(What you should do): All of the records should be given again exactly as they appear.

___ Exercise data

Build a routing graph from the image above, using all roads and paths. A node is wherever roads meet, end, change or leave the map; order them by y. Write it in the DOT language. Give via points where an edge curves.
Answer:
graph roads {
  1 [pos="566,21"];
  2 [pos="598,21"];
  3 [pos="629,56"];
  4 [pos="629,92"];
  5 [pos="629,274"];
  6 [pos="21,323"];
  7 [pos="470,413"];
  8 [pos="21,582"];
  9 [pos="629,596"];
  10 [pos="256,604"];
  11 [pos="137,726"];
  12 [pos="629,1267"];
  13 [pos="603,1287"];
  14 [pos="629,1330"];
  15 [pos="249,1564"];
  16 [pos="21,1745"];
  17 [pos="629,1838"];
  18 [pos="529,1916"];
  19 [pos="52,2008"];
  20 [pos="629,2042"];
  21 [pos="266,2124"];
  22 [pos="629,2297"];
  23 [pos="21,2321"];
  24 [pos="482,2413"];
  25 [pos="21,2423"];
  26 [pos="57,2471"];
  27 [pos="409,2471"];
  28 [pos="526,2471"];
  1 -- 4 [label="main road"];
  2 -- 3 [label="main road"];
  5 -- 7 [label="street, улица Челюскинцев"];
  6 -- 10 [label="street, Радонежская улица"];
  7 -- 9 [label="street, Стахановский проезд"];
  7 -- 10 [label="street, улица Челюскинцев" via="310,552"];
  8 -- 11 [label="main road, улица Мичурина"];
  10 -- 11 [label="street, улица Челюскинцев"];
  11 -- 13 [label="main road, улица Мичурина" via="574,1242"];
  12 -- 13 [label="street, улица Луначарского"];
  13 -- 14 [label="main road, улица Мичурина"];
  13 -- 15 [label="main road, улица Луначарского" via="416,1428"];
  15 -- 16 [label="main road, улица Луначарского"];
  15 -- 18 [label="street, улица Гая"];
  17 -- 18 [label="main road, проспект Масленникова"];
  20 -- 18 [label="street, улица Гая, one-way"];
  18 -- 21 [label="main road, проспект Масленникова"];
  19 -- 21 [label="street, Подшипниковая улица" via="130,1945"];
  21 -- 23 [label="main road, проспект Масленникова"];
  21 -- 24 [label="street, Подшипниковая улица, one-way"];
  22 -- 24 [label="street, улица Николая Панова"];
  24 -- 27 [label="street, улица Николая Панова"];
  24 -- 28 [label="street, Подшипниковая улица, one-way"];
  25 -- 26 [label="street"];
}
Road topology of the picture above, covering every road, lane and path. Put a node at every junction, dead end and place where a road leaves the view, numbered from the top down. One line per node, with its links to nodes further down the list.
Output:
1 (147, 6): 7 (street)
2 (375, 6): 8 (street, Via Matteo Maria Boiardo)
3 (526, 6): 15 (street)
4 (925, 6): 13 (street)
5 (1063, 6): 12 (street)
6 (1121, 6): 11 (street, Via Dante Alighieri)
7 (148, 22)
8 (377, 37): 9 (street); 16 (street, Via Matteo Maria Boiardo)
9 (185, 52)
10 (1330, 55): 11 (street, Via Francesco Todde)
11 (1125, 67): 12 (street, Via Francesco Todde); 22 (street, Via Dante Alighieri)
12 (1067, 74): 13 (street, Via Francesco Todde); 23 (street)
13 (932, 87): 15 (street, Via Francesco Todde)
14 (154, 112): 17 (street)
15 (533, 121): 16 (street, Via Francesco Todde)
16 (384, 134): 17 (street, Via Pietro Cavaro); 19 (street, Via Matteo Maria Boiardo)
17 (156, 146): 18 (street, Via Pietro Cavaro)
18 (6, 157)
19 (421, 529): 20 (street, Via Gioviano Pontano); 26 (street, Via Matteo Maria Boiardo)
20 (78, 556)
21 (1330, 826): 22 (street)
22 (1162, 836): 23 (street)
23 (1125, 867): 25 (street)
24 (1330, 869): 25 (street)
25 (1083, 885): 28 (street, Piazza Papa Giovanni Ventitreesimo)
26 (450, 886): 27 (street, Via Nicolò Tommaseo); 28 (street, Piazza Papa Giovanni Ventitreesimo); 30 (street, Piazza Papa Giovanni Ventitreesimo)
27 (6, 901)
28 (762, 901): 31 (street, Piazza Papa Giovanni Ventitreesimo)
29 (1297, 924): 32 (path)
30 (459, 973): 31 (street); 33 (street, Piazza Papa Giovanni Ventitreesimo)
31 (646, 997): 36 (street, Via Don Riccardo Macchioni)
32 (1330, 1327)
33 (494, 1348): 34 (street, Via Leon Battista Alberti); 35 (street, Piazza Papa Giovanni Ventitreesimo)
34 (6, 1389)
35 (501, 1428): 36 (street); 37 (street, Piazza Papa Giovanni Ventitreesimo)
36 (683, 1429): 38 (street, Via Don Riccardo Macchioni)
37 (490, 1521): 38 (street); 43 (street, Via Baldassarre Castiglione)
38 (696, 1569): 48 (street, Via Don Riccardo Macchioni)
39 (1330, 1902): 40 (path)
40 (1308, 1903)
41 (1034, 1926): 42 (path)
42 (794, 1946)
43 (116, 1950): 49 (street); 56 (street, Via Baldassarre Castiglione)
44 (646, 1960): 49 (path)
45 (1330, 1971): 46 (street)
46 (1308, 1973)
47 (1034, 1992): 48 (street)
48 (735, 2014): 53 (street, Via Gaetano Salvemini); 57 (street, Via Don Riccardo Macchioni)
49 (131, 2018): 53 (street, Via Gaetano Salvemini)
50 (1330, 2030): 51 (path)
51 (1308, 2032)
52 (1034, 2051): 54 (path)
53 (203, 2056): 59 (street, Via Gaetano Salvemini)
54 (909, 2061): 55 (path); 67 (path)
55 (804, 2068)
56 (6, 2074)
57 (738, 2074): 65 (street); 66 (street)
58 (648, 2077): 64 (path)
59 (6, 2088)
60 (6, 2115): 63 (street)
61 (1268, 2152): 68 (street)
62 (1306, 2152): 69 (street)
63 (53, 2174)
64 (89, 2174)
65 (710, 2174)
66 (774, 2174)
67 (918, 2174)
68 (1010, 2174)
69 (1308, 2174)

______

(Written response):
Build a routing graph from the image above, using all roads and paths. A node is wherever roads meet, end, change or leave the map; order them by y. Write it in the DOT language. Give via points where an edge curves.
Answer:
graph roads {
  1 [pos="566,21"];
  2 [pos="598,21"];
  3 [pos="629,56"];
  4 [pos="629,92"];
  5 [pos="629,274"];
  6 [pos="21,323"];
  7 [pos="470,413"];
  8 [pos="21,582"];
  9 [pos="629,596"];
  10 [pos="256,604"];
  11 [pos="137,726"];
  12 [pos="629,1267"];
  13 [pos="603,1287"];
  14 [pos="629,1330"];
  15 [pos="249,1564"];
  16 [pos="21,1745"];
  17 [pos="629,1838"];
  18 [pos="529,1916"];
  19 [pos="52,2008"];
  20 [pos="629,2042"];
  21 [pos="266,2124"];
  22 [pos="629,2297"];
  23 [pos="21,2321"];
  24 [pos="482,2413"];
  25 [pos="21,2423"];
  26 [pos="57,2471"];
  27 [pos="409,2471"];
  28 [pos="526,2471"];
  1 -- 4 [label="main road"];
  2 -- 3 [label="main road"];
  5 -- 7 [label="street, улица Челюскинцев"];
  6 -- 10 [label="street, Радонежская улица"];
  7 -- 9 [label="street, Стахановский проезд"];
  7 -- 10 [label="street, улица Челюскинцев" via="310,552"];
  8 -- 11 [label="main road, улица Мичурина"];
  10 -- 11 [label="street, улица Челюскинцев"];
  11 -- 13 [label="main road, улица Мичурина" via="574,1242"];
  12 -- 13 [label="street, улица Луначарского"];
  13 -- 14 [label="main road, улица Мичурина"];
  13 -- 15 [label="main road, улица Луначарского" via="416,1428"];
  15 -- 16 [label="main road, улица Луначарского"];
  15 -- 18 [label="street, улица Гая"];
  17 -- 18 [label="main road, проспект Масленникова"];
  20 -- 18 [label="street, улица Гая, one-way"];
  18 -- 21 [label="main road, проспект Масленникова"];
  19 -- 21 [label="street, Подшипниковая улица" via="130,1945"];
  21 -- 23 [label="main road, проспект Масленникова"];
  21 -- 24 [label="street, Подшипниковая улица, one-way"];
  22 -- 24 [label="street, улица Николая Панова"];
  24 -- 27 [label="street, улица Николая Панова"];
  24 -- 28 [label="street, Подшипниковая улица, one-way"];
  25 -- 26 [label="street"];
}
Road topology of the picture above, covering every road, lane and path. Put a node at every junction, dead end and place where a road leaves the view, numbered from the top down. One line per node, with its links to nodes further down the list.
Output:
1 (147, 6): 7 (street)
2 (375, 6): 8 (street, Via Matteo Maria Boiardo)
3 (526, 6): 15 (street)
4 (925, 6): 13 (street)
5 (1063, 6): 12 (street)
6 (1121, 6): 11 (street, Via Dante Alighieri)
7 (148, 22)
8 (377, 37): 9 (street); 16 (street, Via Matteo Maria Boiardo)
9 (185, 52)
10 (1330, 55): 11 (street, Via Francesco Todde)
11 (1125, 67): 12 (street, Via Francesco Todde); 22 (street, Via Dante Alighieri)
12 (1067, 74): 13 (street, Via Francesco Todde); 23 (street)
13 (932, 87): 15 (street, Via Francesco Todde)
14 (154, 112): 17 (street)
15 (533, 121): 16 (street, Via Francesco Todde)
16 (384, 134): 17 (street, Via Pietro Cavaro); 19 (street, Via Matteo Maria Boiardo)
17 (156, 146): 18 (street, Via Pietro Cavaro)
18 (6, 157)
19 (421, 529): 20 (street, Via Gioviano Pontano); 26 (street, Via Matteo Maria Boiardo)
20 (78, 556)
21 (1330, 826): 22 (street)
22 (1162, 836): 23 (street)
23 (1125, 867): 25 (street)
24 (1330, 869): 25 (street)
25 (1083, 885): 28 (street, Piazza Papa Giovanni Ventitreesimo)
26 (450, 886): 27 (street, Via Nicolò Tommaseo); 28 (street, Piazza Papa Giovanni Ventitreesimo); 30 (street, Piazza Papa Giovanni Ventitreesimo)
27 (6, 901)
28 (762, 901): 31 (street, Piazza Papa Giovanni Ventitreesimo)
29 (1297, 924): 32 (path)
30 (459, 973): 31 (street); 33 (street, Piazza Papa Giovanni Ventitreesimo)
31 (646, 997): 36 (street, Via Don Riccardo Macchioni)
32 (1330, 1327)
33 (494, 1348): 34 (street, Via Leon Battista Alberti); 35 (street, Piazza Papa Giovanni Ventitreesimo)
34 (6, 1389)
35 (501, 1428): 36 (street); 37 (street, Piazza Papa Giovanni Ventitreesimo)
36 (683, 1429): 38 (street, Via Don Riccardo Macchioni)
37 (490, 1521): 38 (street); 43 (street, Via Baldassarre Castiglione)
38 (696, 1569): 48 (street, Via Don Riccardo Macchioni)
39 (1330, 1902): 40 (path)
40 (1308, 1903)
41 (1034, 1926): 42 (path)
42 (794, 1946)
43 (116, 1950): 49 (street); 56 (street, Via Baldassarre Castiglione)
44 (646, 1960): 49 (path)
45 (1330, 1971): 46 (street)
46 (1308, 1973)
47 (1034, 1992): 48 (street)
48 (735, 2014): 53 (street, Via Gaetano Salvemini); 57 (street, Via Don Riccardo Macchioni)
49 (131, 2018): 53 (street, Via Gaetano Salvemini)
50 (1330, 2030): 51 (path)
51 (1308, 2032)
52 (1034, 2051): 54 (path)
53 (203, 2056): 59 (street, Via Gaetano Salvemini)
54 (909, 2061): 55 (path); 67 (path)
55 (804, 2068)
56 (6, 2074)
57 (738, 2074): 65 (street); 66 (street)
58 (648, 2077): 64 (path)
59 (6, 2088)
60 (6, 2115): 63 (street)
61 (1268, 2152): 68 (street)
62 (1306, 2152): 69 (street)
63 (53, 2174)
64 (89, 2174)
65 (710, 2174)
66 (774, 2174)
67 (918, 2174)
68 (1010, 2174)
69 (1308, 2174)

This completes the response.